PROBLEM TO WORK ON: Search the material for the string "Hudson", then show every line where it turns up.

RECORD EXTRACTS:
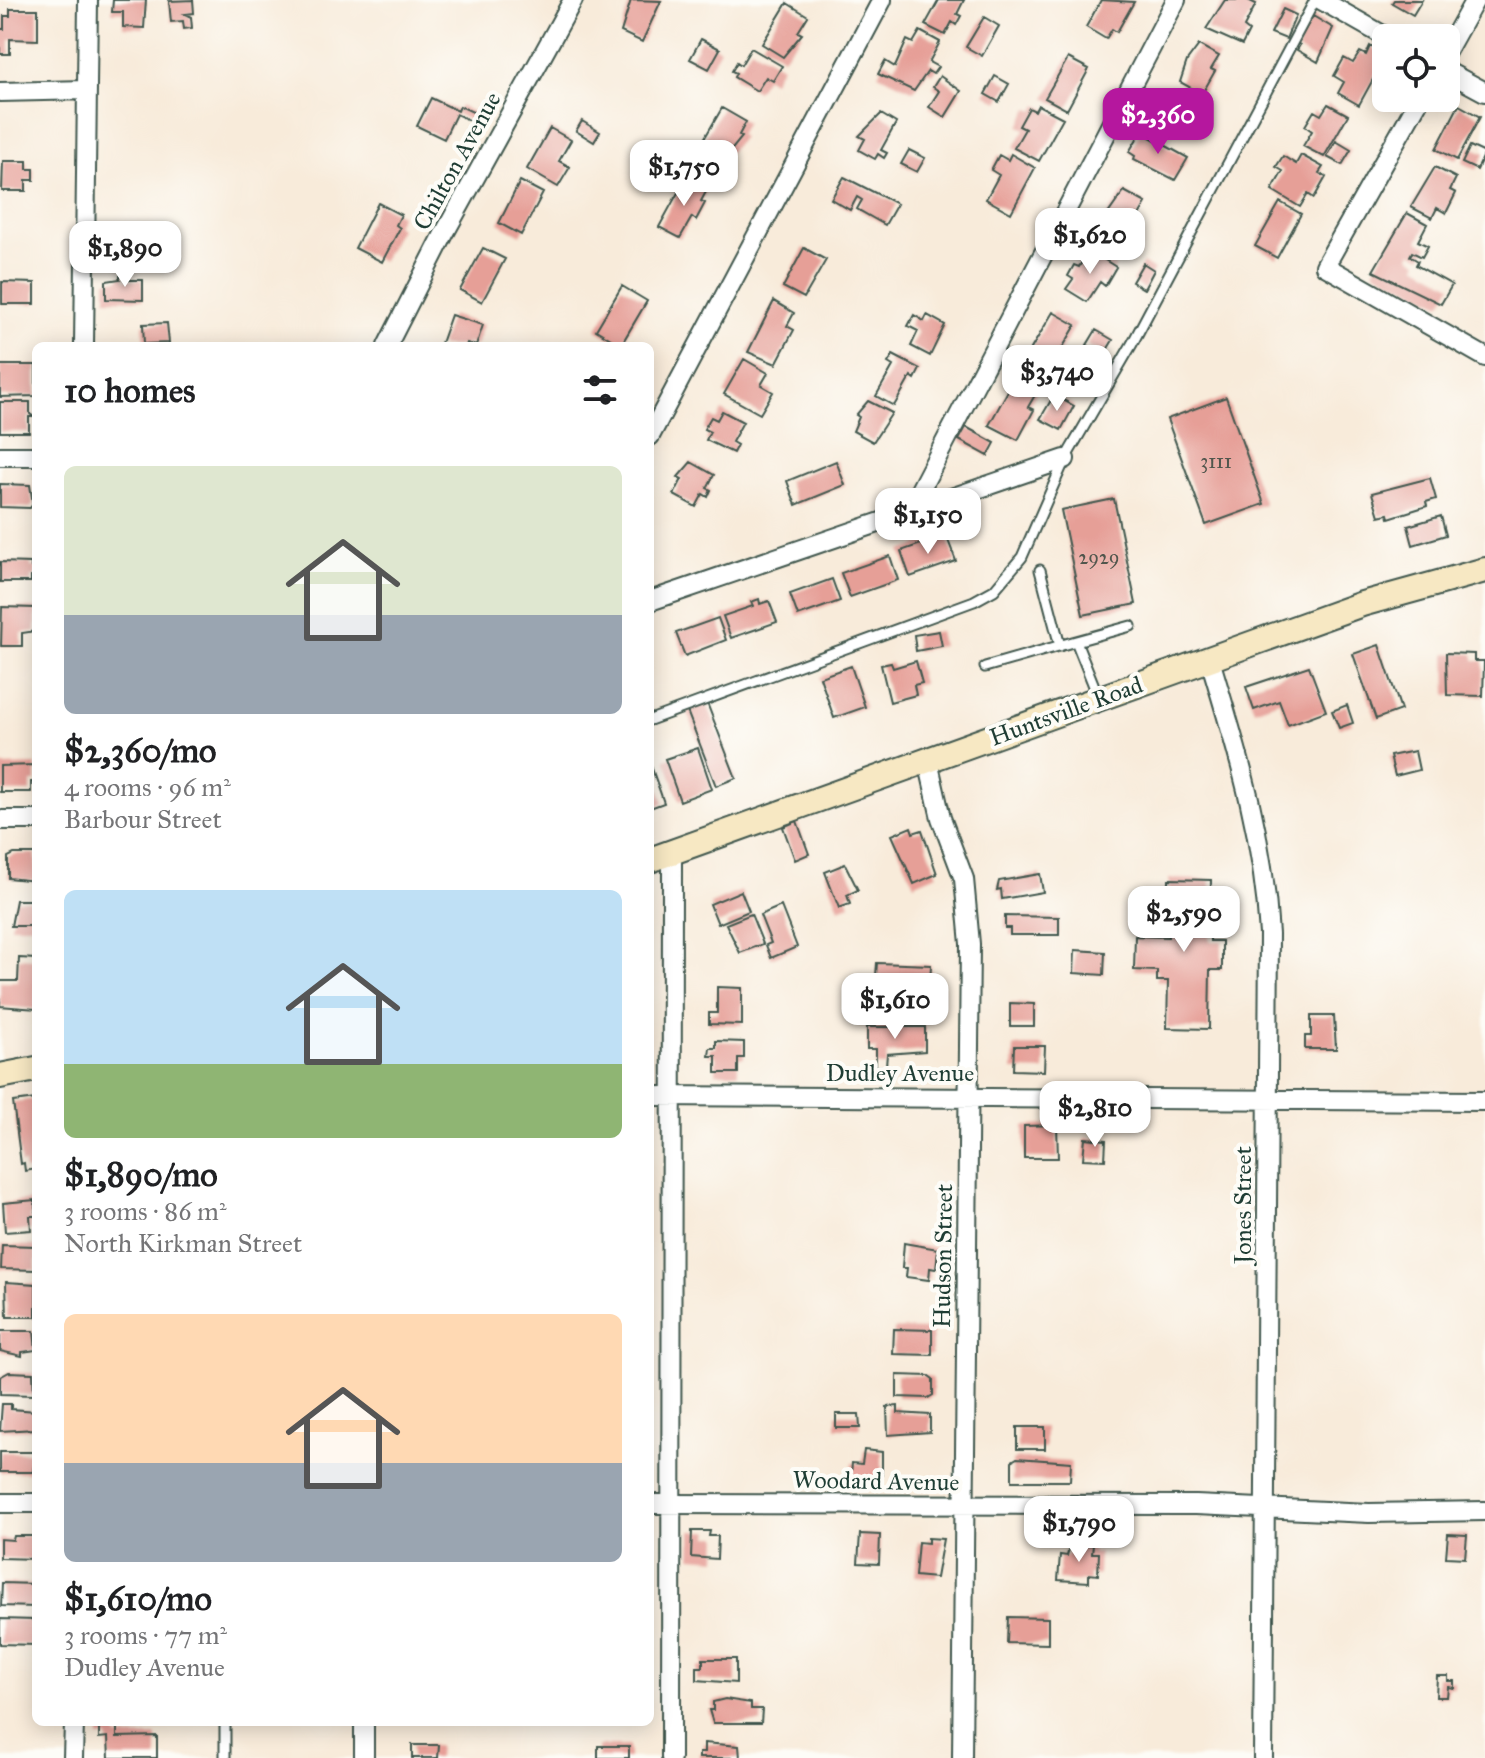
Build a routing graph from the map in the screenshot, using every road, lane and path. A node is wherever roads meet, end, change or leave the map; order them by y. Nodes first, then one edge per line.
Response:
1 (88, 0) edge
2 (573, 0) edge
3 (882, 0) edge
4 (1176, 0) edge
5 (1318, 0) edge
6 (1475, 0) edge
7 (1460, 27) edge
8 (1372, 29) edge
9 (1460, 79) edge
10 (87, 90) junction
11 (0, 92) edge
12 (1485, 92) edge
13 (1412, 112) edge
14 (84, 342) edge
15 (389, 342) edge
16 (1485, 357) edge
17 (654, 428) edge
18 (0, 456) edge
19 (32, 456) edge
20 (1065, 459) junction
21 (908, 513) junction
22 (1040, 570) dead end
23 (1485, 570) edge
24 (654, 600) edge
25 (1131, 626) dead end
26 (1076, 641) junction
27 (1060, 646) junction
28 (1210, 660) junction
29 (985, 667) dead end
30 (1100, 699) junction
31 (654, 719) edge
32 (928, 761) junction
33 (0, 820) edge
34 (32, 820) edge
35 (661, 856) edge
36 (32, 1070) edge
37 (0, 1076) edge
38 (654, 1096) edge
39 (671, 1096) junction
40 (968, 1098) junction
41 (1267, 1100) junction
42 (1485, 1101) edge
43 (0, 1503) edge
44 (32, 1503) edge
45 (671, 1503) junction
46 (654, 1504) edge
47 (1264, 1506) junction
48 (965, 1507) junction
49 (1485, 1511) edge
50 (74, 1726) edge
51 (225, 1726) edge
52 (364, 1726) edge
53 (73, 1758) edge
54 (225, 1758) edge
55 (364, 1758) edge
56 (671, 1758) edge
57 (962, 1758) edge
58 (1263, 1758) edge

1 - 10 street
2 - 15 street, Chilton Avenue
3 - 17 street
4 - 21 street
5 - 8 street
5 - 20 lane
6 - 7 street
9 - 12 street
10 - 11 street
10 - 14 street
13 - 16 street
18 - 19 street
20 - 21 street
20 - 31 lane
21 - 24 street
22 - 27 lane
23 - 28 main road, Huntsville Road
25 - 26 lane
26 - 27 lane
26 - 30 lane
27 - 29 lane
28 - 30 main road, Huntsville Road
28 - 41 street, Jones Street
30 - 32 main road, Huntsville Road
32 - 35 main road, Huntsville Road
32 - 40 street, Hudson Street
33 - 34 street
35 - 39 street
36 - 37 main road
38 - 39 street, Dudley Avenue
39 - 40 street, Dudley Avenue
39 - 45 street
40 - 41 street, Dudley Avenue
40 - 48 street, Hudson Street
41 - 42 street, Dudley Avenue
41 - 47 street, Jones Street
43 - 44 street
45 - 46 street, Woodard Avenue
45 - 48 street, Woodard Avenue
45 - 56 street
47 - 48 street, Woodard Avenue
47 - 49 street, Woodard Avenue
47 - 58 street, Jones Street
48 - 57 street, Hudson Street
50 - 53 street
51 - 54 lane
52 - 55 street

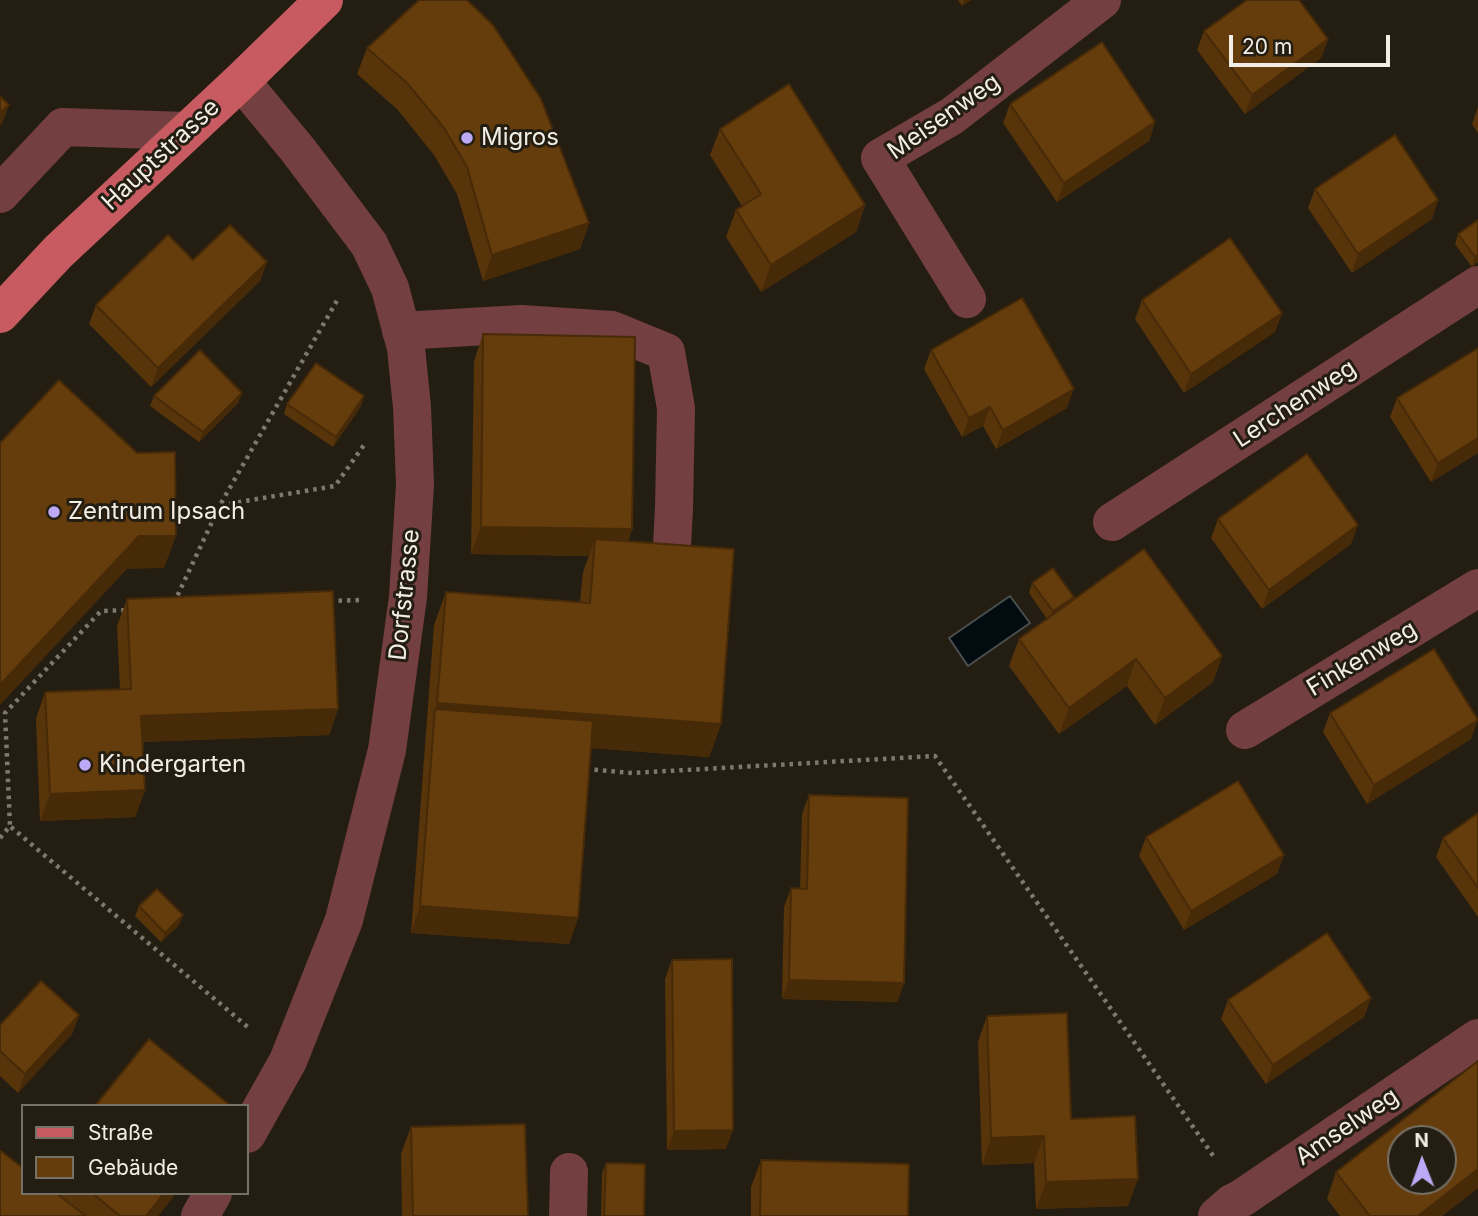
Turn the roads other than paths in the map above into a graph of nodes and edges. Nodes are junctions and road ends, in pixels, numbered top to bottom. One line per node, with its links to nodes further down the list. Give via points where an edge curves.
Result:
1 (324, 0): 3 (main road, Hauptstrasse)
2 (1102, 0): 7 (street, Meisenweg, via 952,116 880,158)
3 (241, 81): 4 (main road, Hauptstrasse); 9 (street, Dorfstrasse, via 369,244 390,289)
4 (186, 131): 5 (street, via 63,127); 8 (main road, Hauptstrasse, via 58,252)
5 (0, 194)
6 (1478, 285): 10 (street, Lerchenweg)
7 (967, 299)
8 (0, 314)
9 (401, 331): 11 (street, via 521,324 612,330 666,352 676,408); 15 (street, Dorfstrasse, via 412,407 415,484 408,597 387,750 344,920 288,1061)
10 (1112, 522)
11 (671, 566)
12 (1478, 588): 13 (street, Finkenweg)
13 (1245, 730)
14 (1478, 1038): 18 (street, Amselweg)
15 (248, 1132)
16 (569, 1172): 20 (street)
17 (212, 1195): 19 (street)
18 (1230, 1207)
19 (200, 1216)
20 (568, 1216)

FINISHED EXERCISE:
32 - 40 street, Hudson Street
40 - 48 street, Hudson Street
48 - 57 street, Hudson Street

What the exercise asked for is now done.